05.05.2025 03:22, Jelte Fennema-Nio wrote:

[...]


I think there are a few things at play here why that did not happen in
Bruce his initial draft:
1. I personally think the requirement that Bruce uses for perf
improvements to make it into the changelog is too strict (see my
previous email for details)
2. Bruce is only a single person, and as such cannot read all emails
on pgsql-hackers, so he relies only on commit messages to determine
impact for release notes. The commit message for your change did not
include any details on the perf improvements that could be expected.
3. After skimming the email thread[1], it's hard for me to understand
where these perf numbers came from.
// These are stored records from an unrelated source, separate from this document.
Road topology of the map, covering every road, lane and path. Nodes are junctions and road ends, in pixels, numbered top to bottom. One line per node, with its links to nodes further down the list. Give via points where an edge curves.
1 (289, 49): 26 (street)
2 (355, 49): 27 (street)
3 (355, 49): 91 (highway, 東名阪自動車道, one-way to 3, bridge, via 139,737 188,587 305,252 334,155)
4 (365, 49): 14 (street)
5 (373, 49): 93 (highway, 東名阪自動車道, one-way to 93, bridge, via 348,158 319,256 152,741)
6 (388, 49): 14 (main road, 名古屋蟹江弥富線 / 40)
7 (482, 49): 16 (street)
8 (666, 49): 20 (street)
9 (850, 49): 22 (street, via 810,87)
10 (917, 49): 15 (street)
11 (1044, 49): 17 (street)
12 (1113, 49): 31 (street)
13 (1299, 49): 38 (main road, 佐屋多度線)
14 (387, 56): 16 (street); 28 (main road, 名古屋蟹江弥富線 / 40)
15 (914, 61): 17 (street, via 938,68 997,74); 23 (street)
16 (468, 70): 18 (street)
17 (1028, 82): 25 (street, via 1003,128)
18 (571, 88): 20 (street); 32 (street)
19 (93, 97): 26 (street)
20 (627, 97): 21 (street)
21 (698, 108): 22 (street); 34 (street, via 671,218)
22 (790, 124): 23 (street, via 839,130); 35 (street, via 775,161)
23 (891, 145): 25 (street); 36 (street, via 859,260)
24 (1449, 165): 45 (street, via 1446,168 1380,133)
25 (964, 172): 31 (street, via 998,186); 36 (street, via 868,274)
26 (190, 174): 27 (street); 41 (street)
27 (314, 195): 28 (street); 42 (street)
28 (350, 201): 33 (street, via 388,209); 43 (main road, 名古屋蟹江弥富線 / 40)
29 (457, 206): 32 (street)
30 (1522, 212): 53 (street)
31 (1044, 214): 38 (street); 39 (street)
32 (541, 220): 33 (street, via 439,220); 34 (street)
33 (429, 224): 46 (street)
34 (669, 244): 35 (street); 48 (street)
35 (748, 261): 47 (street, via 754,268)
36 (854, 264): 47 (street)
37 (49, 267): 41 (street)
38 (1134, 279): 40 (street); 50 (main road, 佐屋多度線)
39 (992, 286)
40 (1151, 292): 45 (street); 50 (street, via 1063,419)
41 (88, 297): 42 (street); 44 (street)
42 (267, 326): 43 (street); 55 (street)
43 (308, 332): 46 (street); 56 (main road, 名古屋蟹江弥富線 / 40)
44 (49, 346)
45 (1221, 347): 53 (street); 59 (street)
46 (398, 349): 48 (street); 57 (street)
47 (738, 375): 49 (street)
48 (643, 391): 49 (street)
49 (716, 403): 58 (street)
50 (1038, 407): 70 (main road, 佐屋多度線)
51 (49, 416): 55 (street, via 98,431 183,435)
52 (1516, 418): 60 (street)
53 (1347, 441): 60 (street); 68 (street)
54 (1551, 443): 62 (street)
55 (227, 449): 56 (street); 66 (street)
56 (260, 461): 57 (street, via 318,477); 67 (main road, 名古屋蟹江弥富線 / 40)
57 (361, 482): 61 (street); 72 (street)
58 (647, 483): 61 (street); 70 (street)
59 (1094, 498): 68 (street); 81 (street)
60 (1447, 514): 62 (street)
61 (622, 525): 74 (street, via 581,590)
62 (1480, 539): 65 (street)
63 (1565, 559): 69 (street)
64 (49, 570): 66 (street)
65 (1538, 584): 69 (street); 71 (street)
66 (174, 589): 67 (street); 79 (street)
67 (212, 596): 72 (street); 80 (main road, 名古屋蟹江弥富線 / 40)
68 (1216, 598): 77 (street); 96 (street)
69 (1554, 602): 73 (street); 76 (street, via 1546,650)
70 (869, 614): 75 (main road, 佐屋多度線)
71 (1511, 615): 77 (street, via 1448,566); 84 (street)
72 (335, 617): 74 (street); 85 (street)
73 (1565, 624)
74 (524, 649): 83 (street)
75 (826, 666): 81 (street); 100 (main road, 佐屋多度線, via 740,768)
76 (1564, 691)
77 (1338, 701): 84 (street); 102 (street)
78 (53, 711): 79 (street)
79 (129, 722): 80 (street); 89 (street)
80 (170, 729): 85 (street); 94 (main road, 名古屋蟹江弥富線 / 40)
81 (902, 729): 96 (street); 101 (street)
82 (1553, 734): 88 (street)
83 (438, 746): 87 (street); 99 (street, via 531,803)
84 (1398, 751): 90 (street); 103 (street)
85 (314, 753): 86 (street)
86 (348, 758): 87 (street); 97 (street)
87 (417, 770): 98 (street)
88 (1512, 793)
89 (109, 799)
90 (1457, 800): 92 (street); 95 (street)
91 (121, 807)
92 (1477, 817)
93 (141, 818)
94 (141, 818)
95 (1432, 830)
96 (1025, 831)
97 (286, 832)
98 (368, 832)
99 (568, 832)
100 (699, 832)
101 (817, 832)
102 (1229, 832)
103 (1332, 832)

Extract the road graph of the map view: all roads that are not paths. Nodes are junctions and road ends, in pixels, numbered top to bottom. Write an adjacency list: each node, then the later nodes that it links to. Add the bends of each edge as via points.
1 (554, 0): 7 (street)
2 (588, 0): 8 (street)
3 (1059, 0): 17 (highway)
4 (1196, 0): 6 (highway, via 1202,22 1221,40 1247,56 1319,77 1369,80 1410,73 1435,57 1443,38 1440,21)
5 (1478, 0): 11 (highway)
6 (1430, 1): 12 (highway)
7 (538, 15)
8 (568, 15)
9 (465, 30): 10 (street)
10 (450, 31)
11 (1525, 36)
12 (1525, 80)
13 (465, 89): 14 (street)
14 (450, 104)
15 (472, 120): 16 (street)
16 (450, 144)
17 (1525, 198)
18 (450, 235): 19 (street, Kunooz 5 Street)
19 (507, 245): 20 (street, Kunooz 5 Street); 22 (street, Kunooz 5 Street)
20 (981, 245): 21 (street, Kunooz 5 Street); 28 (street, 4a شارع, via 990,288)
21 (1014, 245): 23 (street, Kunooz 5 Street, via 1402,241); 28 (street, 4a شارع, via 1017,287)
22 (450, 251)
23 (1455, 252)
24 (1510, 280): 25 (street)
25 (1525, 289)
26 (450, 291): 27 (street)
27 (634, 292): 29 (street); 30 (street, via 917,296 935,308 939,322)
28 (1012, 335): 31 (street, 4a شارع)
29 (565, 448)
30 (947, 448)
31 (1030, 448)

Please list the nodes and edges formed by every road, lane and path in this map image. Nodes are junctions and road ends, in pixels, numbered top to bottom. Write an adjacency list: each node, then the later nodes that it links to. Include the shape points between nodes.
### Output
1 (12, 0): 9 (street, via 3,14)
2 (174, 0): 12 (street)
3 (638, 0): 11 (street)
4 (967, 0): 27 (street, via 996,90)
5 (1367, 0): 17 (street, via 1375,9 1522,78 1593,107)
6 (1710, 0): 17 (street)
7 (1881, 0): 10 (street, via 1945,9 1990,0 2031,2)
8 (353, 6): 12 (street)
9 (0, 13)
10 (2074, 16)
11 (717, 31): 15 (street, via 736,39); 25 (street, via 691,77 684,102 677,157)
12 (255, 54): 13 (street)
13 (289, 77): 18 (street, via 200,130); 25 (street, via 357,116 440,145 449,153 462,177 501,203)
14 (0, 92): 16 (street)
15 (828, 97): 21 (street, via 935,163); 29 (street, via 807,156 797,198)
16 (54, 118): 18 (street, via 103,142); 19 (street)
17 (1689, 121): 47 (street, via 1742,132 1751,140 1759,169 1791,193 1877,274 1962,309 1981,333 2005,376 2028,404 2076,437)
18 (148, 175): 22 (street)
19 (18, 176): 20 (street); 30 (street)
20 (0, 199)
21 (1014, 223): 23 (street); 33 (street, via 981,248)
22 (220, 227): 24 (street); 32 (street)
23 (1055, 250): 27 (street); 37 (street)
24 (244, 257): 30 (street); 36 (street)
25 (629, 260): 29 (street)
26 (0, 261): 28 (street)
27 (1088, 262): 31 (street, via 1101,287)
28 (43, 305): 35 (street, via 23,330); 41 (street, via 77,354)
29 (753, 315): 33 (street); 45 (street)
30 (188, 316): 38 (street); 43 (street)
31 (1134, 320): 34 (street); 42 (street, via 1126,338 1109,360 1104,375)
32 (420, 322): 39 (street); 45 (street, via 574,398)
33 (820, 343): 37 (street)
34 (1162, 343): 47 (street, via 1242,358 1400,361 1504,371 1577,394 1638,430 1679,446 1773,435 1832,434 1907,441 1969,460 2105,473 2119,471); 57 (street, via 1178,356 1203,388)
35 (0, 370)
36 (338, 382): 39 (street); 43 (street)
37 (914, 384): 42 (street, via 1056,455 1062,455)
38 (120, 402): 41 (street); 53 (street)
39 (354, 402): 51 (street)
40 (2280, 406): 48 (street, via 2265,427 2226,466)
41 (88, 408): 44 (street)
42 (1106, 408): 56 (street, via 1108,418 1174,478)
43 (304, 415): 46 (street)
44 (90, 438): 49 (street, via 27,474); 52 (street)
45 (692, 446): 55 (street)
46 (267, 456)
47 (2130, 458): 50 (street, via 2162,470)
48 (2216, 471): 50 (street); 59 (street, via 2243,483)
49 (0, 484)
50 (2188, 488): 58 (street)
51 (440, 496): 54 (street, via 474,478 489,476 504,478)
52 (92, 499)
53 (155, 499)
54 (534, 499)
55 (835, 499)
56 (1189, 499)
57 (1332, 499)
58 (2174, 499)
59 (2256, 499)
And the first few results only
mention casefold performance i.e. they call the results: "casefold()
test." So, it's unclear what perf gains are expected for the other
functions mentioned in the email subject.

I totally agree with you, it's hard to keep track of everything. It's
also a lot of work to read every commit and understand its essence.

I have no complaints, I'm just trying to understand the rules of getting
into Release Notes.
The rules, as it turns out, are not simple. But they are rules, even
though I don't agree with them, I accept them.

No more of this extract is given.